Who Will Lead The Space Force?

On December 20, 2019, then-President Donald Trump announced that five-star general John W. “Jay” Raymond would serve as Chief of Space Operations, making him a principal military adviser to the secretary of the Air Force and a member of the Joint Chiefs of Staff, the defense advisory board to the president. 

According to the organizational structure proposed by the Pentagon, 200 existing military personnel will transfer into the Space Force for the first two years. The majority of the staff—about 150 people—will come from the Air Force, with a small portion of staffers coming from other services: 24 from the Army, 14 from the Navy and Marine Corps, and nine from the Joint Staff, the Office of the Secretary of Defense, and the intelligence community. By 2024, the Space Force plans to hire roughly 15,000 “highly technical” personnel from existing offices. 

How Much Will This Cost? 

It depends who you ask. In 2019, the Trump administration estimated that the Space Force would cost $2 billion in total between 2020 and 2025. However, an independent Congressional Budget Office (CBO) report estimated in June 2019 that the Trump administration’s proposal would cost $1.4 billion in one-time start up costs and then an additional $2.3 billion each year. However, the ultimate cost for 2021 far exceeded both estimates. The 2020 omnibus spending bill provided $15.2 billion to support the Space Force in 2021. According to reporting from Space News, “Space Force funding includes $2.4 billion for operations and maintenance, $2.3 billion for procurement and $10.5 billion for RDT&E.”

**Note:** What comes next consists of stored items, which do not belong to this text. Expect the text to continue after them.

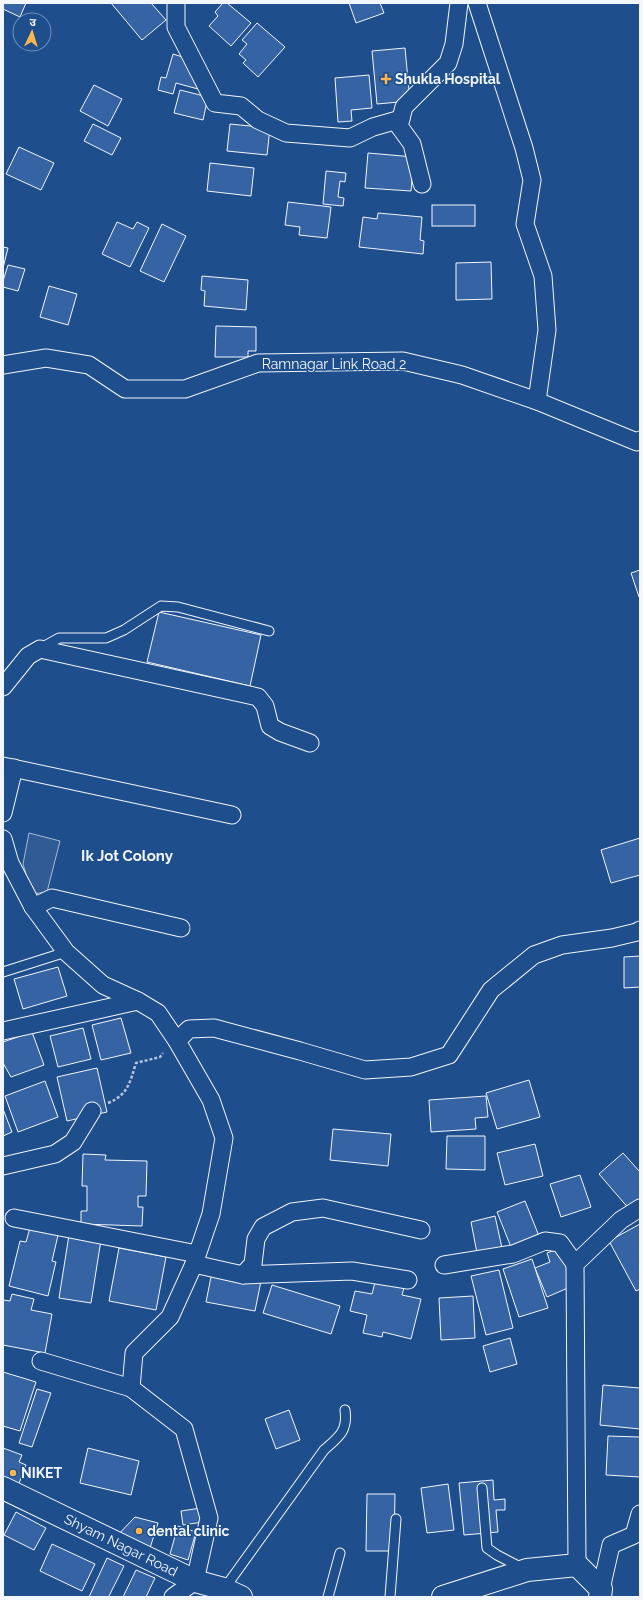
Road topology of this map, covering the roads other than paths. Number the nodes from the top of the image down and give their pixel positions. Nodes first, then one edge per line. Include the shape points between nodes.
1 (176, 3) edge
2 (459, 3) edge
3 (477, 3) edge
4 (401, 119) junction
5 (422, 184) dead end
6 (3, 365) edge
7 (537, 401) junction
8 (639, 442) edge
9 (269, 631) dead end
10 (40, 649) junction
11 (3, 688) edge
12 (310, 742) dead end
13 (9, 767) edge
14 (3, 813) edge
15 (232, 815) dead end
16 (3, 839) edge
17 (33, 907) junction
18 (181, 928) dead end
19 (640, 930) edge
20 (66, 952) junction
21 (3, 972) edge
22 (138, 1001) junction
23 (3, 1031) edge
24 (177, 1041) junction
25 (92, 1111) road end
26 (3, 1166) edge
27 (640, 1208) edge
28 (14, 1218) dead end
29 (421, 1230) dead end
30 (196, 1259) junction
31 (575, 1264) junction
32 (444, 1265) dead end
33 (243, 1275) junction
34 (408, 1280) dead end
35 (41, 1360) dead end
36 (131, 1388) junction
37 (345, 1410) dead end
38 (3, 1488) edge
39 (482, 1488) dead end
40 (640, 1514) edge
41 (396, 1519) dead end
42 (340, 1553) dead end
43 (577, 1565) junction
44 (527, 1570) junction
45 (195, 1581) junction
46 (232, 1593) edge
47 (600, 1593) edge
48 (173, 1597) edge
49 (328, 1597) edge
50 (390, 1597) edge
51 (443, 1597) edge

1 - 4 street via 176,27 215,103 241,106 258,120 294,134 350,138 372,127
2 - 4 street via 454,44 448,63 404,107
3 - 7 street via 532,180 525,224 543,276 547,330
4 - 5 street via 399,126 412,144
6 - 7 street, Ramnagar Link Road 2 via 46,358 89,365 125,389 185,389 258,363 403,361 462,375
7 - 8 street, Ramnagar Link Road 2
9 - 10 lane via 178,607 161,606 124,630 106,638 59,638
10 - 11 street via 28,656
10 - 12 street via 258,697 265,706 270,726
13 - 14 street
13 - 15 street
16 - 17 street via 10,863
17 - 18 street via 52,898
17 - 20 street
19 - 24 street via 612,938 562,945 534,955 491,990 449,1055 411,1067 365,1070 214,1028 189,1029
20 - 21 lane
20 - 22 street via 103,985
22 - 23 street
22 - 24 street via 158,1013
24 - 30 street via 211,1100 224,1138 211,1214
25 - 26 street via 73,1142 55,1154
27 - 31 street via 621,1220
28 - 30 street
29 - 33 street via 323,1208 292,1212 263,1227 256,1239 253,1264
30 - 33 street
30 - 36 street via 170,1317 134,1353
31 - 32 street via 560,1243 545,1242 513,1254
31 - 43 street
33 - 34 street via 352,1271
35 - 36 street
36 - 45 street via 184,1429 209,1518
37 - 46 lane via 347,1421 342,1434 324,1450
38 - 45 street, Shyam Nagar Road
39 - 44 lane via 487,1548
40 - 47 street via 634,1535 611,1545
41 - 50 lane
42 - 49 lane
43 - 44 street
43 - 47 street
44 - 51 street
45 - 46 street, Shyam Nagar Road
45 - 48 street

Why Does America Need A Space Force?

U.S. Air Force Lt. Gen. David Thompson, who also serves as vice commander of the Space Force, underscored the importance of a Space Force during the Satellite 2020 conference: 

“The challenge we really do face is that not enough of the American people understand just how much they depend on space and space capabilities every single day. Since they don’t understand that, they don’t understand what it means in terms of the armed forces of the United States and our allies… They don’t understand how all of that is so radically depending on space, and how space has radically changed the way the American military conducts warfare.”

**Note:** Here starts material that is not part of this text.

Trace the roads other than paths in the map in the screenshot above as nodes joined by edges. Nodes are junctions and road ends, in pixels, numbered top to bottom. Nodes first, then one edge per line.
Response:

Space operations are evolving rapidly as they become more critical for military intelligence, and experts, like those at the Brookings Institution, are arguing that space needs a set of standards like those already in place for land, air, and sea operations. China and Russia both already rearranged their military operations to expand space operations in 2015

In November 2019, Russia launched Kosmos 2542, a satellite specifically designed to inspect other satellites in orbit. When it was first announced, the U.S. intelligence community assumed that the satellite would inspect other Russian satellites. However, in 2020, Kosmos 2542 moved uncomfortably close to the USA 245, an American reconnaissance satellite that carries out classified missions for the National Reconnaissance Office, a federal U.S. agency that specializes in international surveillance. The motivation for this space stalking is not publicly known, as the operations of both satellites are classified and opaque, but Thompson described the behavior of Kosmos 2542 as “threatening and dangerous.” 

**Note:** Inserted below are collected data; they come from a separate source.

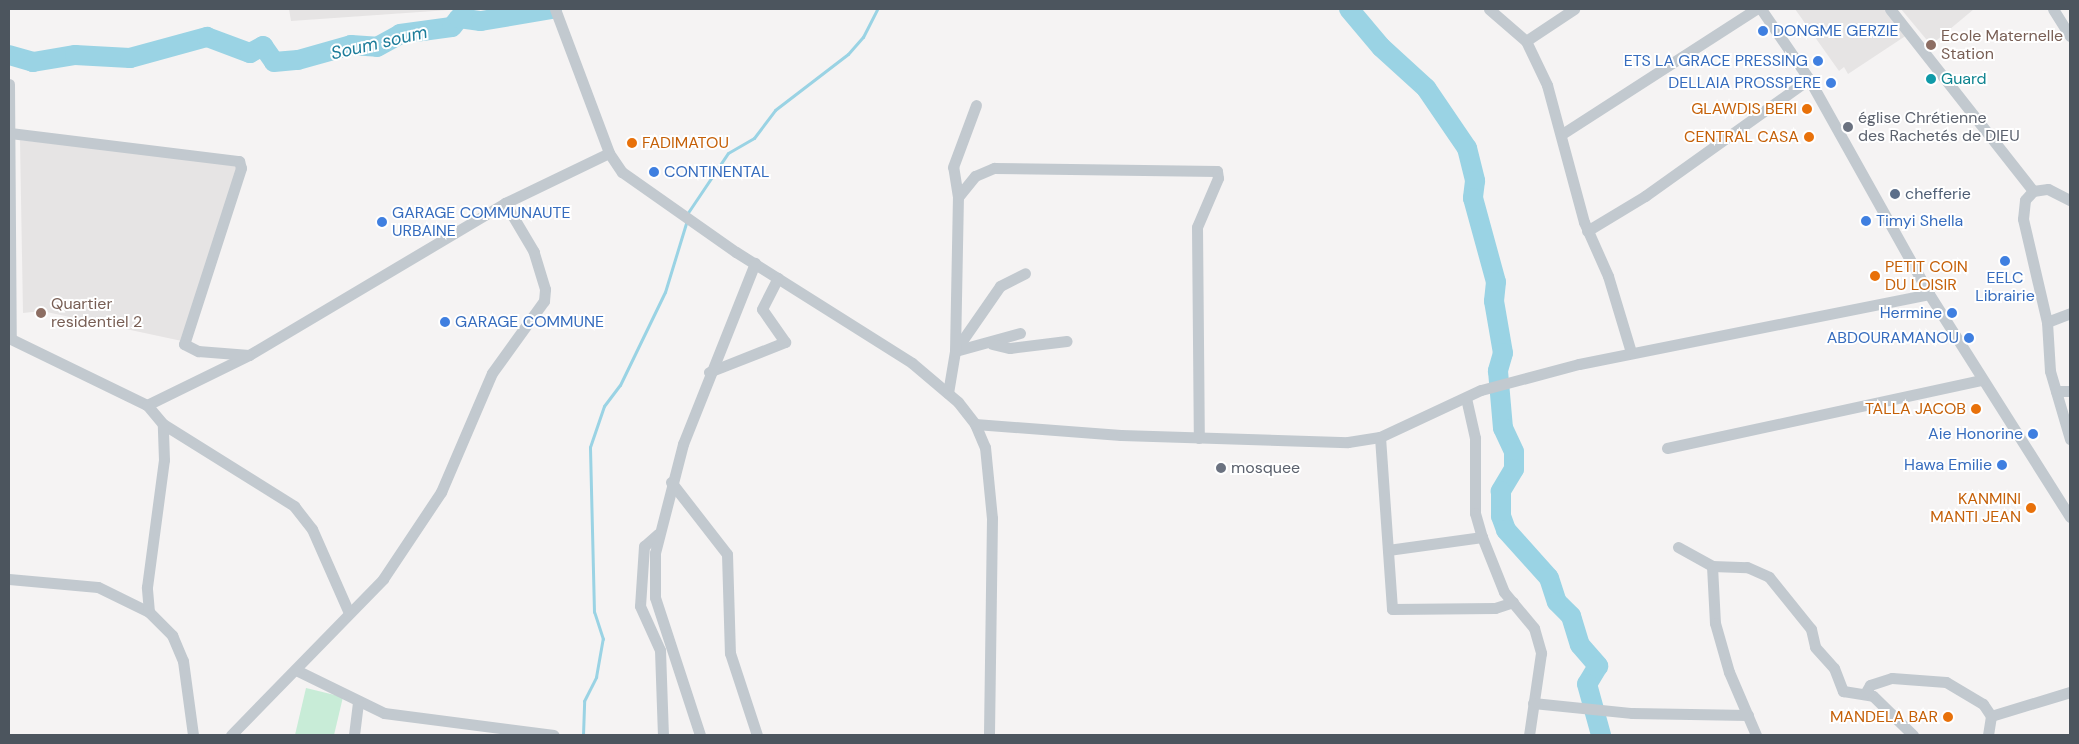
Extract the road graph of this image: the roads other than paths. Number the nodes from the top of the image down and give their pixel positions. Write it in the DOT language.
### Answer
graph roads {
  1 [pos="1488,9"];
  2 [pos="1552,9"];
  3 [pos="1574,9"];
  4 [pos="1756,9"];
  5 [pos="1760,9"];
  6 [pos="1890,9"];
  7 [pos="2053,9"];
  8 [pos="556,13"];
  9 [pos="1556,20"];
  10 [pos="2070,36"];
  11 [pos="1526,41"];
  12 [pos="1809,79"];
  13 [pos="9,84"];
  14 [pos="976,105"];
  15 [pos="10,133"];
  16 [pos="1562,134"];
  17 [pos="609,152"];
  18 [pos="2033,191"];
  19 [pos="958,197"];
  20 [pos="2070,200"];
  21 [pos="505,204"];
  22 [pos="1587,230"];
  23 [pos="755,264"];
  24 [pos="1025,273"];
  25 [pos="778,278"];
  26 [pos="1929,294"];
  27 [pos="2070,313"];
  28 [pos="2047,322"];
  29 [pos="1020,333"];
  30 [pos="1067,341"];
  31 [pos="10,342"];
  32 [pos="990,343"];
  33 [pos="955,350"];
  34 [pos="1631,352"];
  35 [pos="249,355"];
  36 [pos="709,372"];
  37 [pos="1982,380"];
  38 [pos="2056,391"];
  39 [pos="2070,391"];
  40 [pos="948,393"];
  41 [pos="1466,398"];
  42 [pos="148,405"];
  43 [pos="163,424"];
  44 [pos="975,424"];
  45 [pos="1380,437"];
  46 [pos="1199,438"];
  47 [pos="2070,439"];
  48 [pos="1667,448"];
  49 [pos="671,482"];
  50 [pos="2070,517"];
  51 [pos="658,534"];
  52 [pos="1482,537"];
  53 [pos="1678,547"];
  54 [pos="1388,550"];
  55 [pos="1712,566"];
  56 [pos="9,579"];
  57 [pos="1513,602"];
  58 [pos="149,612"];
  59 [pos="349,613"];
  60 [pos="296,670"];
  61 [pos="1866,692"];
  62 [pos="2070,692"];
  63 [pos="358,703"];
  64 [pos="1533,703"];
  65 [pos="1748,715"];
  66 [pos="1991,716"];
  67 [pos="193,735"];
  68 [pos="231,735"];
  69 [pos="354,735"];
  70 [pos="554,735"];
  71 [pos="663,735"];
  72 [pos="700,735"];
  73 [pos="757,735"];
  74 [pos="989,735"];
  75 [pos="1529,735"];
  76 [pos="1756,735"];
  77 [pos="1913,735"];
  78 [pos="1988,735"];
  1 -- 11 [label="street"];
  2 -- 9 [label="street"];
  3 -- 9 [label="street"];
  4 -- 16 [label="street"];
  5 -- 12 [label="street"];
  6 -- 18 [label="street"];
  7 -- 10 [label="street"];
  8 -- 17 [label="street"];
  9 -- 11 [label="street"];
  11 -- 16 [label="street"];
  12 -- 22 [label="street"];
  12 -- 26 [label="street"];
  13 -- 15 [label="street"];
  14 -- 19 [label="street"];
  15 -- 31 [label="street"];
  15 -- 35 [label="street"];
  16 -- 22 [label="street"];
  17 -- 21 [label="street"];
  17 -- 23 [label="street"];
  18 -- 20 [label="street"];
  18 -- 28 [label="street"];
  19 -- 33 [label="street"];
  19 -- 46 [label="street"];
  21 -- 35 [label="street"];
  21 -- 59 [label="street"];
  22 -- 34 [label="street"];
  23 -- 25 [label="street"];
  23 -- 36 [label="street"];
  24 -- 33 [label="street"];
  25 -- 36 [label="street"];
  25 -- 40 [label="street"];
  26 -- 34 [label="street"];
  26 -- 37 [label="street"];
  27 -- 28 [label="street"];
  28 -- 38 [label="street"];
  29 -- 32 [label="street"];
  30 -- 32 [label="street"];
  31 -- 42 [label="street"];
  32 -- 33 [label="street"];
  33 -- 40 [label="street"];
  34 -- 41 [label="street"];
  35 -- 42 [label="street"];
  36 -- 49 [label="street"];
  37 -- 48 [label="street"];
  37 -- 50 [label="street"];
  38 -- 39 [label="street"];
  38 -- 47 [label="street"];
  40 -- 44 [label="street"];
  41 -- 45 [label="street"];
  41 -- 52 [label="street"];
  42 -- 43 [label="street"];
  43 -- 58 [label="street"];
  43 -- 59 [label="street"];
  44 -- 46 [label="street"];
  44 -- 74 [label="street"];
  45 -- 46 [label="street"];
  45 -- 54 [label="street"];
  49 -- 51 [label="street"];
  49 -- 73 [label="street"];
  51 -- 71 [label="street"];
  51 -- 72 [label="street"];
  52 -- 54 [label="street"];
  52 -- 57 [label="street"];
  53 -- 55 [label="street"];
  54 -- 57 [label="street"];
  55 -- 61 [label="street"];
  55 -- 65 [label="street"];
  56 -- 58 [label="street"];
  57 -- 64 [label="street"];
  58 -- 67 [label="street"];
  59 -- 60 [label="street"];
  60 -- 63 [label="street"];
  60 -- 68 [label="street"];
  61 -- 66 [label="street"];
  61 -- 77 [label="street"];
  62 -- 66 [label="street"];
  63 -- 69 [label="street"];
  63 -- 70 [label="street"];
  64 -- 65 [label="street"];
  64 -- 75 [label="street"];
  65 -- 76 [label="street"];
  66 -- 78 [label="street"];
}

According to a 2019 Defense Intelligence Agency white paper, “Chinese and Russian military doctrines indicate that they view space as important to modern warfare and view counterspace capabilities as a means to reduce U.S. and allied military effectiveness…Both states are developing jamming and cyberspace capabilities, directed energy weapons, on-orbit capabilities, and ground-based antisatellite missiles that can achieve a range of reversible to nonreversible effects.”

Will Things Change Under President Biden?
The federal government has invested significant time and resources in transferring responsibilities from the other branches of the military to the Space Force. Members of the Biden transition team recently met with General John Raymond of the Space Force for a private conversation, and General Raymond later highlighted that his military branch is being supported by the new administration. On February 3, any questions about the future of the Space Force were put to rest when White House Spokeswoman Jen Psaki confirmed the Space Force has President Biden’s “full support.”